CHICAGO - Missouri is readying a roughly $90 million appropriation-backed refunding next month as it develops plans for a rare new money issue next year to raise $200 million for a new mental health facility.

The refunding will sell competitively with the Board of Public Buildings serving as issuer, according to Stacy Neal, director of accounting in the state's office of administration. The state carries triple-A ratings on its rare general obligation bonds and high double-A ratings on its appropriation debt.

"We expect present value savings on the refunding of the 2006 bonds to total about $12 million," Neal said. Columbia Capital Management is advising the state and Gilmore & Bell PC is disclosure and bond counsel.

The new money borrowing to finance a replacement for the aging Fulton State Mental Health hospital as proposed by Gov. Jay Nixon was included in the fiscal 2015 budget along with another $600 million in additional borrowing authority for state buildings and public university projects.

The $600 million authorization includes $400 million for state projects and $200 million for repairs and renovations to existing higher education facilities.

About $200 million of the $600 million, included to fund the new Fulton facility, in authority is unlikely to be tapped. The state expects instead to go forward with the separate authorization working with the Missouri Development Finance Board as funds for debt service under that authority were included in the fiscal 2015 budget. A decision is not yet final.

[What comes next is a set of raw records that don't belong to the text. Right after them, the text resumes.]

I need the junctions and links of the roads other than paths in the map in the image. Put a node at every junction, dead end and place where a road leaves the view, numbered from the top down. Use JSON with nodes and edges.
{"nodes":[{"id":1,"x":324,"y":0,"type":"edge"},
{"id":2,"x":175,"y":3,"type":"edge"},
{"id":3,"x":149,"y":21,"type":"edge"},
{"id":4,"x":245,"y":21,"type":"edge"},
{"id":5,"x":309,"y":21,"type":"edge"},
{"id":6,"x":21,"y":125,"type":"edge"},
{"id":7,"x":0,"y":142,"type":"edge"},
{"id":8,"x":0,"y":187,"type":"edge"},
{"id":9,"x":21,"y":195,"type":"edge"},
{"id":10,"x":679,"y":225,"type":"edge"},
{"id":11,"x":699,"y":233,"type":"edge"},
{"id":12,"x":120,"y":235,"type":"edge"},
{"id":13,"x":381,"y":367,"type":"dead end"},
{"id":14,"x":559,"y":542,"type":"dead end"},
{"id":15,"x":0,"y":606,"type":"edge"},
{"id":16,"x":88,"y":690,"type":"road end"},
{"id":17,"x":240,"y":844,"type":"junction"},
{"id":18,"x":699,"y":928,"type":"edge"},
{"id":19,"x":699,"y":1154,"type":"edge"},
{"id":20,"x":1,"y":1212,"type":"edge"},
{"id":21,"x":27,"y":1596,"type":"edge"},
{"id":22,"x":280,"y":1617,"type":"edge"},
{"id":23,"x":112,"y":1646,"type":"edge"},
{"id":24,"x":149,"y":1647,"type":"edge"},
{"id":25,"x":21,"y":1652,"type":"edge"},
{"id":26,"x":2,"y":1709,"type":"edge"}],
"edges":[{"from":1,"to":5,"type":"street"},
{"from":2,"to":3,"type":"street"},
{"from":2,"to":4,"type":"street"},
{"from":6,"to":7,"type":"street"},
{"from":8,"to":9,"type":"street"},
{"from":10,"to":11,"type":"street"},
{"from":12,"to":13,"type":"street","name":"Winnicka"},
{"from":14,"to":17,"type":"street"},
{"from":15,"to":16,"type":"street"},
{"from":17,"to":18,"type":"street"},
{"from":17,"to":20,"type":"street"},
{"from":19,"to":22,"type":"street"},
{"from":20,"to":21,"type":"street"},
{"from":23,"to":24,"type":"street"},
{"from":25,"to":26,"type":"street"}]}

The 25-year bonds would be secured by an appropriation pledge. The state is looking at selling the bonds competitively in early spring 2015.

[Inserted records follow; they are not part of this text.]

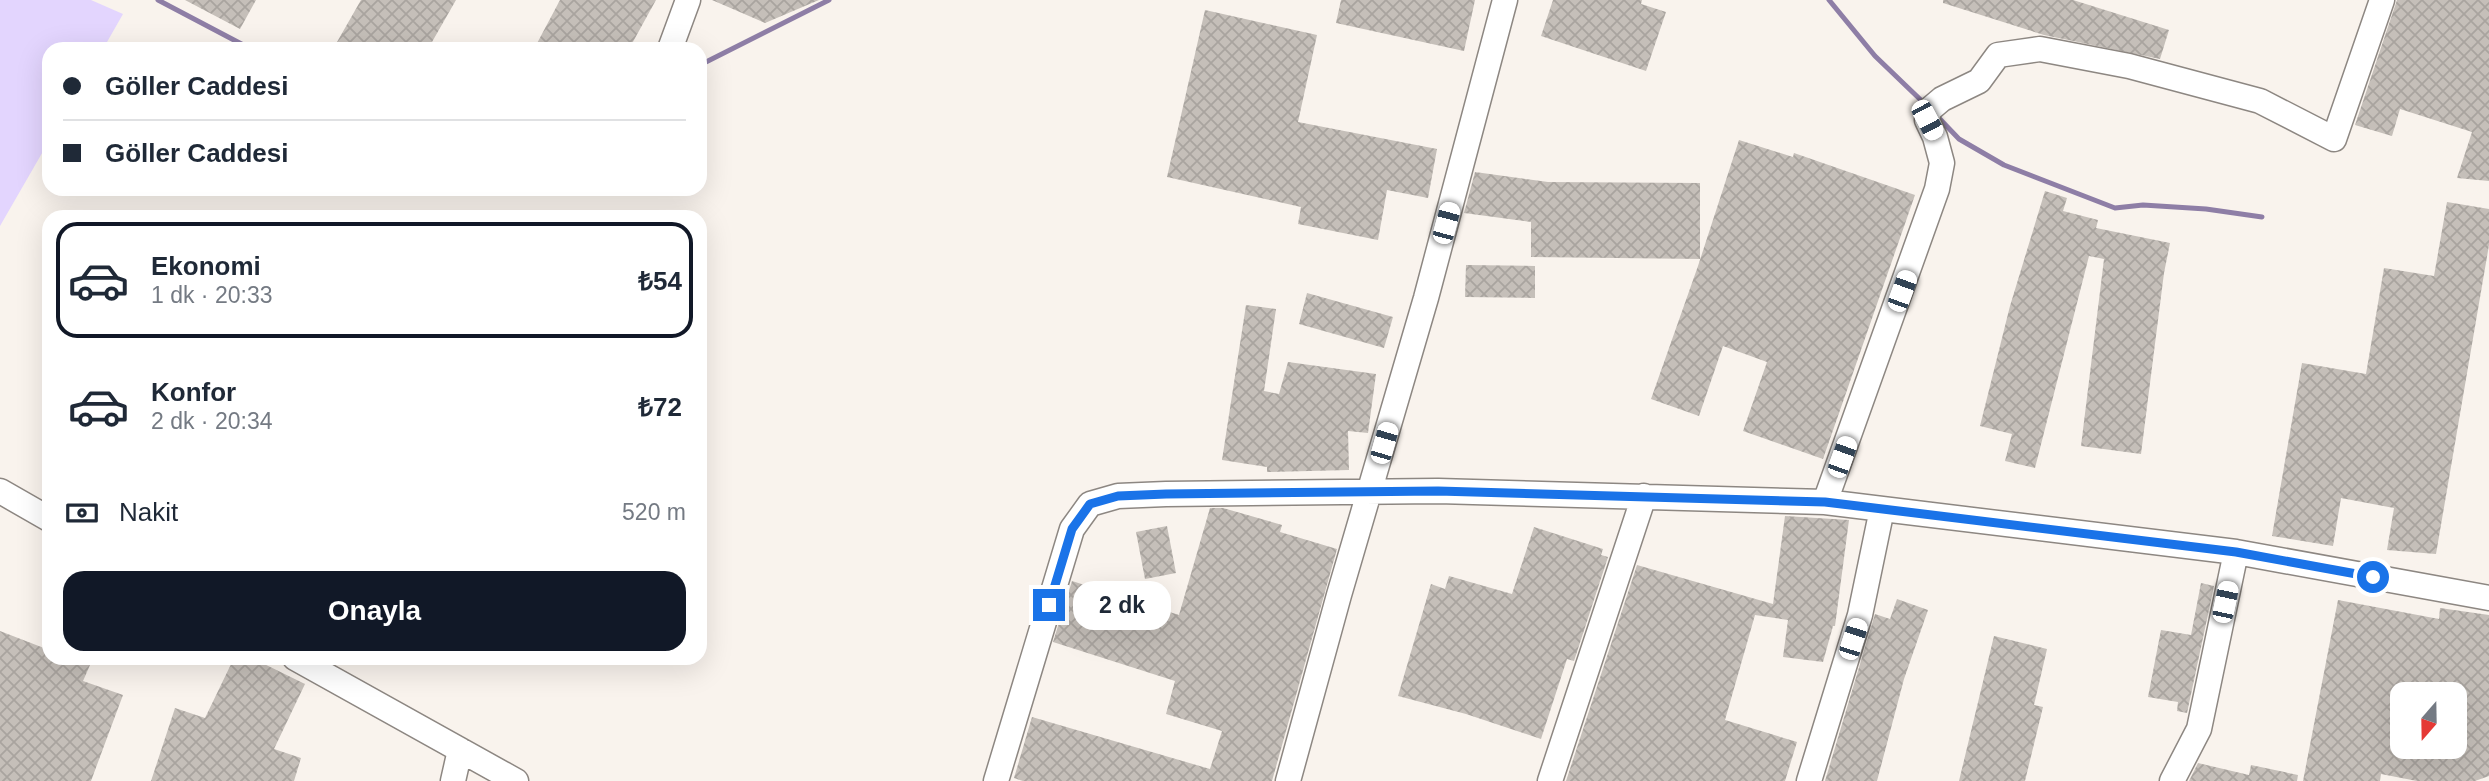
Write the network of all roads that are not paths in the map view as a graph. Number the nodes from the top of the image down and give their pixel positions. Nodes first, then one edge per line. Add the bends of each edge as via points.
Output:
1 (688, 0) edge
2 (1505, 0) edge
3 (2382, 0) edge
4 (673, 42) edge
5 (0, 491) edge
6 (1370, 492) junction
7 (1644, 496) junction
8 (1825, 502) junction
9 (1882, 509) junction
10 (42, 515) edge
11 (2236, 552) junction
12 (2489, 598) edge
13 (308, 665) edge
14 (460, 750) junction
15 (453, 781) edge
16 (516, 781) edge
17 (996, 781) edge
18 (1288, 781) edge
19 (1550, 781) edge
20 (1809, 781) edge
21 (2172, 781) edge

1 - 4 street
2 - 6 street
3 - 8 street via 2334,139 2260,101 2129,66 2040,50 1998,55 1979,81 1934,106 1927,120 1942,163 1937,189
5 - 10 street
6 - 7 street
6 - 17 street via 1118,496 1090,504 1072,529
6 - 18 street
7 - 8 street
7 - 19 street
8 - 9 street
9 - 11 street
9 - 20 street via 1860,615
11 - 12 street
11 - 21 street via 2199,729
13 - 14 street
14 - 15 street
14 - 16 street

"We do have two possible paths and the decision is still pending and awaiting action by the governor," Neal said.

The state could begin to tap some of the additional authority in the next fiscal year as debt service on $141 million of the college authorization was included in the budget as well as for projects related to a business incubator/rail station in St. Louis.

The new money borrowing in the budget came after several years of legislative discussions on funding infrastructure but no action. Lawmakers also approved asking voters to approve a three-quarter cent sales tax increase targeted to raise $500 million in annual revenue for roads, bridges, ports, railroads, airports, and other transportation projects.

If voters approve it, the tax hike would take effect on Jan. 1, 2015. It would remain in place for 10 years and could be extended with another vote. Nixon set an August ballot date and recently announced his opposition over concerns that it would hit taxpayers too hard.

Lawmakers this year also passed a $26.4 billion budget and a $620 million tax cut package, dealing Nixon a blow by overriding the governor's veto of the tax cuts. Nixon is a Democrat and Republicans control the Legislature.

The legislation would gradually cut the state's top individual income tax rate to 5.5 % from 6% and phase in a 25% cut for business income. Republicans estimate the total annual cost once all pieces are phased in to be $620 million.

The tax cut would only begin to be phased in starting in 2017 if revenue collections rise by a minimum of $150 million annually from a high benchmark over the previous three years. The administration has raised concerns that the cut could actually cost the state billions annually due to language that eliminates taxes on the highest bracket.

Under the legislation, Nixon contends most residents would fall under the highest bracket, eliminating 65% of state revenue. Republicans disagree with the interpretation but any change must be approved by the end of June or it would require a public vote to correct.

Nixon recently slammed tax breaks approved in the waning hours of the session that he warned carry an annual price tag of $776 million and would lead to a budget deficit because the impact on state sales tax collections was not included.

The measures mostly impact sales tax collections and would trim state collections by $425 million and local sales taxes by $351 million, Nixon said in a statement.

"Missourians deserve an explanation for why legislators rushed through $776 million in special breaks and exemptions on the last day of session, without accounting for even a penny of these costs in the budget they sent to my desk," he said.

The tax breaks, coupled with disappointing monthly revenue figures for the current fiscal year, could trigger budget cuts or a withholding of spending.

Nixon has the ability to withhold budgeted allocations when revenues fall short of previous projections.

Another ballot measure approved by lawmakers could curtail the governor's power to alter the budget. That power is considered a credit strength.

State budget director Linda Lubbering recently reported that current fiscal year revenue through May totaled $7.32 billion, up just 0.2% over last year and in May they decreased by 3%. The fiscal year ends June 30.

Income tax collections total $5.78 billion in the current year, down 0.7% from the previous year. Sales and use tax collections are up 2% for the year to $1.77 billion. Corporate income taxes are up by 5.4% for the current year but down in May.

In a rating review last year, Moody's Investors Service said the state's credit "is based on its history of excellent financial performance and sound reserve levels, strong fiscal management controls, and the state's moderate debt burden."

Its strengths include strong executive powers to respond to revenue shortfalls, including the ability to reduce spending to below appropriated levels, budget reserves, and moderate debt levels. Its challenges include revenue raising limits imposed by the Hancock Amendment that require taxpayer rebates when revenue growth exceeds personal income growth and a lagging economic recovery.